(Dataset excerpts)
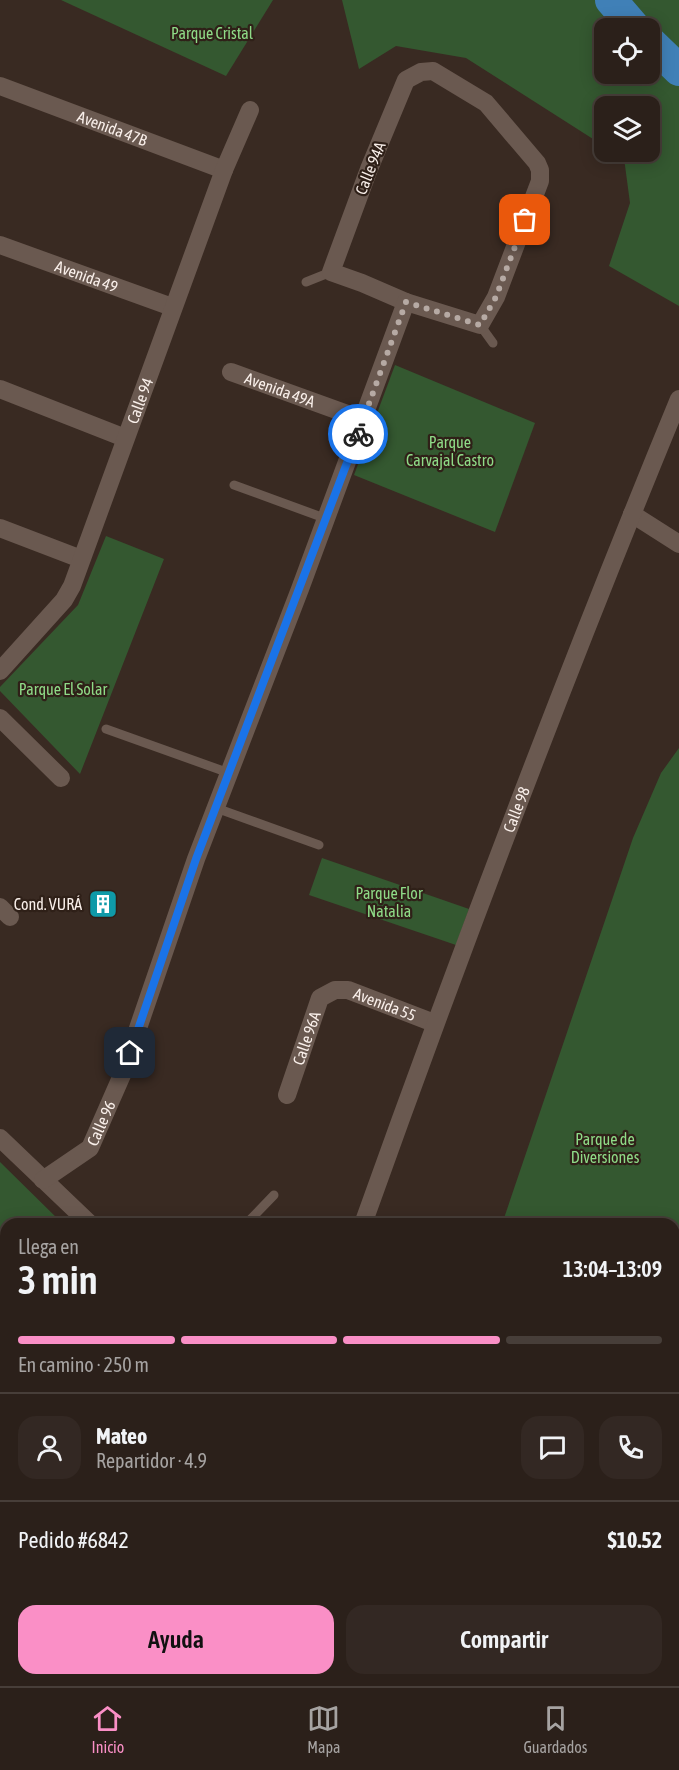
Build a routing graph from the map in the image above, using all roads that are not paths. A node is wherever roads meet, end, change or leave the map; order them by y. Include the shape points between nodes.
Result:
1 (0, 86) edge
2 (250, 110) dead end
3 (224, 170) junction
4 (0, 245) edge
5 (331, 272) junction
6 (306, 282) dead end
7 (406, 302) junction
8 (172, 307) junction
9 (480, 325) junction
10 (494, 343) dead end
11 (231, 372) dead end
12 (0, 389) edge
13 (679, 399) edge
14 (364, 420) junction
15 (125, 438) junction
16 (234, 485) dead end
17 (632, 514) junction
18 (327, 519) junction
19 (0, 528) edge
20 (679, 544) edge
21 (81, 559) junction
22 (0, 671) edge
23 (0, 718) edge
24 (106, 729) dead end
25 (229, 773) junction
26 (61, 778) dead end
27 (216, 808) junction
28 (319, 845) dead end
29 (335, 990) joint
30 (435, 1023) junction
31 (287, 1095) dead end
32 (0, 1137) edge
33 (43, 1180) junction
34 (274, 1195) dead end
35 (84, 1218) edge
36 (252, 1218) edge
37 (365, 1218) edge

1 - 3 street, Avenida 47B
2 - 3 street, Calle 94
3 - 8 street, Calle 94
4 - 8 street, Avenida 49
5 - 6 lane
5 - 7 street
5 - 9 street, Calle 94A via 406,80 433,71 486,103 540,170 540,181 496,297
7 - 9 street
7 - 14 street, Calle 96
8 - 15 street, Calle 94
9 - 10 lane
11 - 14 street, Avenida 49A
12 - 15 street
13 - 17 street, Calle 98
14 - 18 street, Calle 96
15 - 21 street, Calle 94
16 - 18 lane
17 - 20 street
17 - 30 street, Calle 98
18 - 25 street, Calle 96
19 - 21 street
21 - 22 street, Calle 94 via 64,600
23 - 26 street
24 - 25 lane
25 - 27 street, Calle 96
27 - 28 lane
27 - 33 street, Calle 96 via 122,1075 90,1148
29 - 30 street, Avenida 55 via 348,990
29 - 31 street, Calle 96A via 320,998
30 - 37 street, Calle 98
32 - 33 street
33 - 35 street
34 - 36 lane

■ Problem to work on: Repeat the records above exactly, without any pictures.

■ Solution for this task:
Build a routing graph from the map in the image above, using all roads that are not paths. A node is wherever roads meet, end, change or leave the map; order them by y. Include the shape points between nodes.
Result:
1 (0, 86) edge
2 (250, 110) dead end
3 (224, 170) junction
4 (0, 245) edge
5 (331, 272) junction
6 (306, 282) dead end
7 (406, 302) junction
8 (172, 307) junction
9 (480, 325) junction
10 (494, 343) dead end
11 (231, 372) dead end
12 (0, 389) edge
13 (679, 399) edge
14 (364, 420) junction
15 (125, 438) junction
16 (234, 485) dead end
17 (632, 514) junction
18 (327, 519) junction
19 (0, 528) edge
20 (679, 544) edge
21 (81, 559) junction
22 (0, 671) edge
23 (0, 718) edge
24 (106, 729) dead end
25 (229, 773) junction
26 (61, 778) dead end
27 (216, 808) junction
28 (319, 845) dead end
29 (335, 990) joint
30 (435, 1023) junction
31 (287, 1095) dead end
32 (0, 1137) edge
33 (43, 1180) junction
34 (274, 1195) dead end
35 (84, 1218) edge
36 (252, 1218) edge
37 (365, 1218) edge

1 - 3 street, Avenida 47B
2 - 3 street, Calle 94
3 - 8 street, Calle 94
4 - 8 street, Avenida 49
5 - 6 lane
5 - 7 street
5 - 9 street, Calle 94A via 406,80 433,71 486,103 540,170 540,181 496,297
7 - 9 street
7 - 14 street, Calle 96
8 - 15 street, Calle 94
9 - 10 lane
11 - 14 street, Avenida 49A
12 - 15 street
13 - 17 street, Calle 98
14 - 18 street, Calle 96
15 - 21 street, Calle 94
16 - 18 lane
17 - 20 street
17 - 30 street, Calle 98
18 - 25 street, Calle 96
19 - 21 street
21 - 22 street, Calle 94 via 64,600
23 - 26 street
24 - 25 lane
25 - 27 street, Calle 96
27 - 28 lane
27 - 33 street, Calle 96 via 122,1075 90,1148
29 - 30 street, Avenida 55 via 348,990
29 - 31 street, Calle 96A via 320,998
30 - 37 street, Calle 98
32 - 33 street
33 - 35 street
34 - 36 lane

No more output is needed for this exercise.